Il y a toujours eu aussi un combat interne entre le fait d’écrire et le fait d’aimer. Comme si le fait d’écrire empêchait d’aimer, et réciproquement. J’ai tout le temps vécu ça ainsi. Force est de constater que dans les périodes les plus heureuses, je n’ai pas tenu de journal. Écrire un journal, voire écrire tout court, je crois bien que c’est lié à quelque chose de l’ordre du malheur.

J’ai toujours voulu me libérer, avec beaucoup de difficultés pour y parvenir, de ce mode d’écriture autobiographique. J’ai modifié la forme, changé la façon de m’exprimer de nombreuses fois, expérimenté maintes voies. Avec de longues, très longues périodes de silence. Étalées parfois sur plusieurs années. Ma première tentative de journal de bord, va-t-on dire, à la Bouvier, dans les années 1970, a eu lieu alors que je partais en Inde par la route avec un ami. Parvenu en Grèce, j’ai abandonné l’exercice, parce que c’était pour moi impossible : si je partageais quelque chose, je ne pouvais pas l’écrire. Je n’ai réellement commencé à le tenir de façon impérieuse qu’en 1977. C’est cette première période qu’a commencé à publier, plus de trente ans après, Florent Georgesco dans La Revue littéraire, aux Éditions Léo Scheer.

 

— En fait, ce journal est publié en fragments !

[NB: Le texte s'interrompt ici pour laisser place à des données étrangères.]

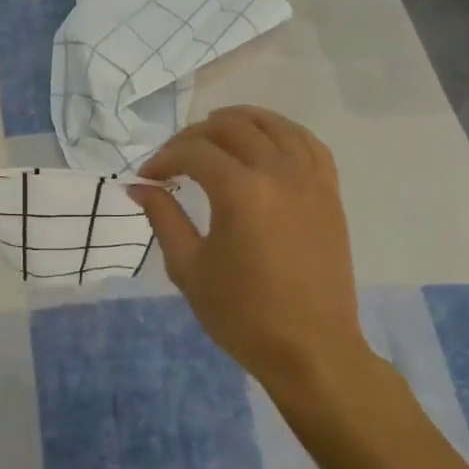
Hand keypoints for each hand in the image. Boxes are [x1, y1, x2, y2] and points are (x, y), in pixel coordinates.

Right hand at [133, 107, 369, 403]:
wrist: (310, 347)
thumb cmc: (241, 314)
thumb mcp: (189, 267)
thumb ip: (163, 218)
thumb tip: (139, 187)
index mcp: (241, 191)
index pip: (194, 152)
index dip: (164, 159)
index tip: (146, 178)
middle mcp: (279, 172)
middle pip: (232, 128)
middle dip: (194, 136)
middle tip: (174, 158)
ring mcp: (311, 179)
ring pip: (274, 125)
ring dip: (239, 121)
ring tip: (213, 133)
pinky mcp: (329, 192)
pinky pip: (308, 143)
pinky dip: (281, 132)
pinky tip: (264, 142)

C’est très curieux et semble pourtant obéir à une logique, voire une détermination à la fois interne et sociologique qui me dépassent toutes deux. Je crois que dans toutes mes publications, jusqu’aux romans eux-mêmes, il y a une histoire intime qui les sous-tend. Vous l’avez remarqué : je ne suis pas rentré dans un cursus habituel où on publie un roman d’imagination, puis un deuxième, etc. J’ai commencé à publier de la poésie. C’est elle qui prend le pas sur tout le reste, comme d’ailleurs chez de nombreux prosateurs, à l’instar de Léautaud, par exemple, pour ne citer que lui.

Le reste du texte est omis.